Atualizado em 22 de julho de 2026
11 min de leitura
Profissional de saúde orienta paciente durante exame oftalmológico em clínica pública.
A deficiência visual é aferida por exames de acuidade e campo visual; os parâmetros legais estão no Decreto 5.296/2004 e o BPC exige avaliação biopsicossocial. Fonte: INSS.

A deficiência visual e a auditiva têm uma vantagem que as outras condições do BPC não têm: existe um critério objetivo em lei. Enquanto uma dor crônica ou um transtorno mental dependem de uma avaliação mais subjetiva, aqui há números — acuidade visual, campo visual, grau de perda auditiva — que dizem quando a pessoa é, legalmente, uma pessoa com deficiência.

Isso torna a análise mais previsível, mas gera uma confusão comum: atingir o critério legal não é o mesmo que ter o BPC garantido. Este guia mostra os parâmetros exatos e onde eles se encaixam no pedido.

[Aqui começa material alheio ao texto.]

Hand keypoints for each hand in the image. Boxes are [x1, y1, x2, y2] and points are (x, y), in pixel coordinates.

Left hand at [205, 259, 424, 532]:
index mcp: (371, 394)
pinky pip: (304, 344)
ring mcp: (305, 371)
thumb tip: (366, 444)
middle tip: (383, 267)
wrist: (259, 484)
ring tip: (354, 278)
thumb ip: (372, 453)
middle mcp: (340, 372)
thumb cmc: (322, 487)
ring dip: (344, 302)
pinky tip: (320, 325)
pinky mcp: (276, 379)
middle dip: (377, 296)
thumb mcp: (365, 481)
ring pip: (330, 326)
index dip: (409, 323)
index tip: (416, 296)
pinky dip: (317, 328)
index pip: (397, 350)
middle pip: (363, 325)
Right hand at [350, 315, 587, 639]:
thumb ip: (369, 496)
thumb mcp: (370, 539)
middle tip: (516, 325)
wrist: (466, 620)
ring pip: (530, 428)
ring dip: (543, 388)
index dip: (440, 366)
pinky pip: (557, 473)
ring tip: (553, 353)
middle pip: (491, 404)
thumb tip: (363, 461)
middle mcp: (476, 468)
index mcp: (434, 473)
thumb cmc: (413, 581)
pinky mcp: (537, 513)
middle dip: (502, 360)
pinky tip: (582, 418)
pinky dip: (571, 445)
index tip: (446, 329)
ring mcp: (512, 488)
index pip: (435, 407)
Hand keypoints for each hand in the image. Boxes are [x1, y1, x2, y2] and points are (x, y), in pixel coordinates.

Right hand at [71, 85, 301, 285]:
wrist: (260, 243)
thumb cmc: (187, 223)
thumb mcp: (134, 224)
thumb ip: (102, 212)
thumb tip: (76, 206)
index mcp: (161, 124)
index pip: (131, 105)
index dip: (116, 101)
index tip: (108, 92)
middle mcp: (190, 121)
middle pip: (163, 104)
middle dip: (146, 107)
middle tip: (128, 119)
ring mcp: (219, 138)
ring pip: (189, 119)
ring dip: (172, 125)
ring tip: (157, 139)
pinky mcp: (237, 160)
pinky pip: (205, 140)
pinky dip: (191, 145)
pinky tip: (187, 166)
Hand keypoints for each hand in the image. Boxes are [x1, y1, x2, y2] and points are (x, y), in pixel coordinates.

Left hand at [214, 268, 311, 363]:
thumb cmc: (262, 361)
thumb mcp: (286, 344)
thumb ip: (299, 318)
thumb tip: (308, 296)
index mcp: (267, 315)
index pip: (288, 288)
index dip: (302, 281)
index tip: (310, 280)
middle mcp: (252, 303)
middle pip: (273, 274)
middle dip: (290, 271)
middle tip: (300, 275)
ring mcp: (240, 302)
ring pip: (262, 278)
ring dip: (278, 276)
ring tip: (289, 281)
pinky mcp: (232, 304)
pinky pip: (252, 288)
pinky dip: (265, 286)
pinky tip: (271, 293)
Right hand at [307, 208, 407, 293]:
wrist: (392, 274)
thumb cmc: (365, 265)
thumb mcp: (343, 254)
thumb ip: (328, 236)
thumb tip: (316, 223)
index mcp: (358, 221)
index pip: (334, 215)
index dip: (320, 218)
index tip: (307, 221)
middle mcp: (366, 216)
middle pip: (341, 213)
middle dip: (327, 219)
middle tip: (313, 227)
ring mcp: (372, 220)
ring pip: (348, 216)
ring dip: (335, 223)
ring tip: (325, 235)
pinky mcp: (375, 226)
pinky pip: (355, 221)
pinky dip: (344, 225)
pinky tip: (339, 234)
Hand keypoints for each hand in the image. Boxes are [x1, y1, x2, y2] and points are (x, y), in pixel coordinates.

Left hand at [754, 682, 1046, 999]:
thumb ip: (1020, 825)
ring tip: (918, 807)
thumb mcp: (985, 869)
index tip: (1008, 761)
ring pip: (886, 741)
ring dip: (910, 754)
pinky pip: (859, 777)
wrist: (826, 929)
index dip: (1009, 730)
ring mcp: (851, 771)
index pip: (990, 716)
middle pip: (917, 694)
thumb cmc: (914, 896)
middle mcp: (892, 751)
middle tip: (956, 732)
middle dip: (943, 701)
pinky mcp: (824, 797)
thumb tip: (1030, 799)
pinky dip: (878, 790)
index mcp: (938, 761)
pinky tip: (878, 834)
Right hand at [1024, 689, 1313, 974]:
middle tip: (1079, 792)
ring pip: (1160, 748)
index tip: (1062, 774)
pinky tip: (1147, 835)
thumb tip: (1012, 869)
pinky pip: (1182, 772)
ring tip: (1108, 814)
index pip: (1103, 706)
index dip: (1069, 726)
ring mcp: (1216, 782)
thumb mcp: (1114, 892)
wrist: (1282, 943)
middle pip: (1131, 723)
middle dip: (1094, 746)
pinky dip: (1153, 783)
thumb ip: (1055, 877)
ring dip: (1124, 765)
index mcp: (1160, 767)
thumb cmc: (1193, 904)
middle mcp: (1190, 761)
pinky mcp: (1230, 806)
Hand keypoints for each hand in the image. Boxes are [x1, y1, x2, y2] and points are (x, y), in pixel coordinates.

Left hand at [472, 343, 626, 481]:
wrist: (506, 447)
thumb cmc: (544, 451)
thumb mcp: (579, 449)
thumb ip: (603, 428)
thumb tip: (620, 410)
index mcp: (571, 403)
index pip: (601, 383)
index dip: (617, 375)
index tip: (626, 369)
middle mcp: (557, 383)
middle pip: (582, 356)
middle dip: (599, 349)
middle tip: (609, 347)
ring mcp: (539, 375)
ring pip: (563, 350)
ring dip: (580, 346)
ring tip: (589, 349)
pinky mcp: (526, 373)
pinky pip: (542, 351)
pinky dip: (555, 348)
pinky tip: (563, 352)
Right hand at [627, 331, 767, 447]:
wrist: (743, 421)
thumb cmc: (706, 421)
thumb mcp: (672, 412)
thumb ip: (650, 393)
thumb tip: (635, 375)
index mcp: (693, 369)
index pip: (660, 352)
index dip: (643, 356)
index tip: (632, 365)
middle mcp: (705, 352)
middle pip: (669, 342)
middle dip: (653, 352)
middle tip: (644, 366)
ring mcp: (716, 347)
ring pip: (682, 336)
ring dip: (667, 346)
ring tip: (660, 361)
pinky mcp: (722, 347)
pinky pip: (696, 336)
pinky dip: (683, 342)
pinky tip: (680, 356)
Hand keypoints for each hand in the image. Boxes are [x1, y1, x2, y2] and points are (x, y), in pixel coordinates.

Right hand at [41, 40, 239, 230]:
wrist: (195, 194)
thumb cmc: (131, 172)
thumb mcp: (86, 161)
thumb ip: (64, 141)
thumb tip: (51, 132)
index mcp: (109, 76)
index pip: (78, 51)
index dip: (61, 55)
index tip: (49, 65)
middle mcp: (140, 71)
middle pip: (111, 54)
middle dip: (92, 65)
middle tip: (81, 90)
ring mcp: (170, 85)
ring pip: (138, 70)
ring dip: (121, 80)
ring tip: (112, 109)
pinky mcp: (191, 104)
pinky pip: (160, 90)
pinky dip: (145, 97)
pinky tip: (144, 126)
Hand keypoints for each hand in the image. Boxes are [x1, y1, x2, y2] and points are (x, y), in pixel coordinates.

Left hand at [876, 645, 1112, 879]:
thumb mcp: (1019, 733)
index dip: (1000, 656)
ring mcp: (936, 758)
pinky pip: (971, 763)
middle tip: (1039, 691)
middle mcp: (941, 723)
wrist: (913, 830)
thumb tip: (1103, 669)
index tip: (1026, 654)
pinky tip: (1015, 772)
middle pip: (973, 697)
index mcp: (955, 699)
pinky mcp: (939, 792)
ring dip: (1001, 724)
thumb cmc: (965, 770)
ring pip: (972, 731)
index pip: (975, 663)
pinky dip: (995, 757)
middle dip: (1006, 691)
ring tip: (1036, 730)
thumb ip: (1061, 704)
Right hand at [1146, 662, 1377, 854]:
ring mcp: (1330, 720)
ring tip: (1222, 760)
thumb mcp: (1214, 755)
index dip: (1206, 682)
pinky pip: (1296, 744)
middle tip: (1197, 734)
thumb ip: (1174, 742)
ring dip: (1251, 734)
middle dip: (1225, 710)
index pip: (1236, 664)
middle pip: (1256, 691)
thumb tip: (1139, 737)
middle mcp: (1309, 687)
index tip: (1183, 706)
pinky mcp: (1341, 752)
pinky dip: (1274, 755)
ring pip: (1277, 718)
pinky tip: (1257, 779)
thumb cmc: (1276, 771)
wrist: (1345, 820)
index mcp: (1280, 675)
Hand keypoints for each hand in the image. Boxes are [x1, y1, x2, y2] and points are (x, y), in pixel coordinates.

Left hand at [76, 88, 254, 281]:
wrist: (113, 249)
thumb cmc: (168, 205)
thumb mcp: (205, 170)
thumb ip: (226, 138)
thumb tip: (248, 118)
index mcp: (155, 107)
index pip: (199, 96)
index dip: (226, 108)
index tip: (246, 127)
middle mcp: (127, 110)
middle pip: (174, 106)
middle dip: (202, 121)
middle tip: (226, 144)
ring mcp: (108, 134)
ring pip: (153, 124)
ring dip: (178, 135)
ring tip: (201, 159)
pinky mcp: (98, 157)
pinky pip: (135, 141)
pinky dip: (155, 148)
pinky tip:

Aqui existe um critério objetivo em lei

A definição de quem é pessoa com deficiência visual ou auditiva está no Decreto 5.296/2004, com parâmetros medidos por exame. É um ponto de partida bem mais concreto do que na maioria das condições. Ainda assim, para o BPC, esse reconhecimento se soma a dois outros requisitos: o impedimento de longo prazo (efeitos por 2 anos ou mais) e a renda familiar de até R$ 405,25 por pessoa em 2026, na forma da Lei 8.742/93 (LOAS).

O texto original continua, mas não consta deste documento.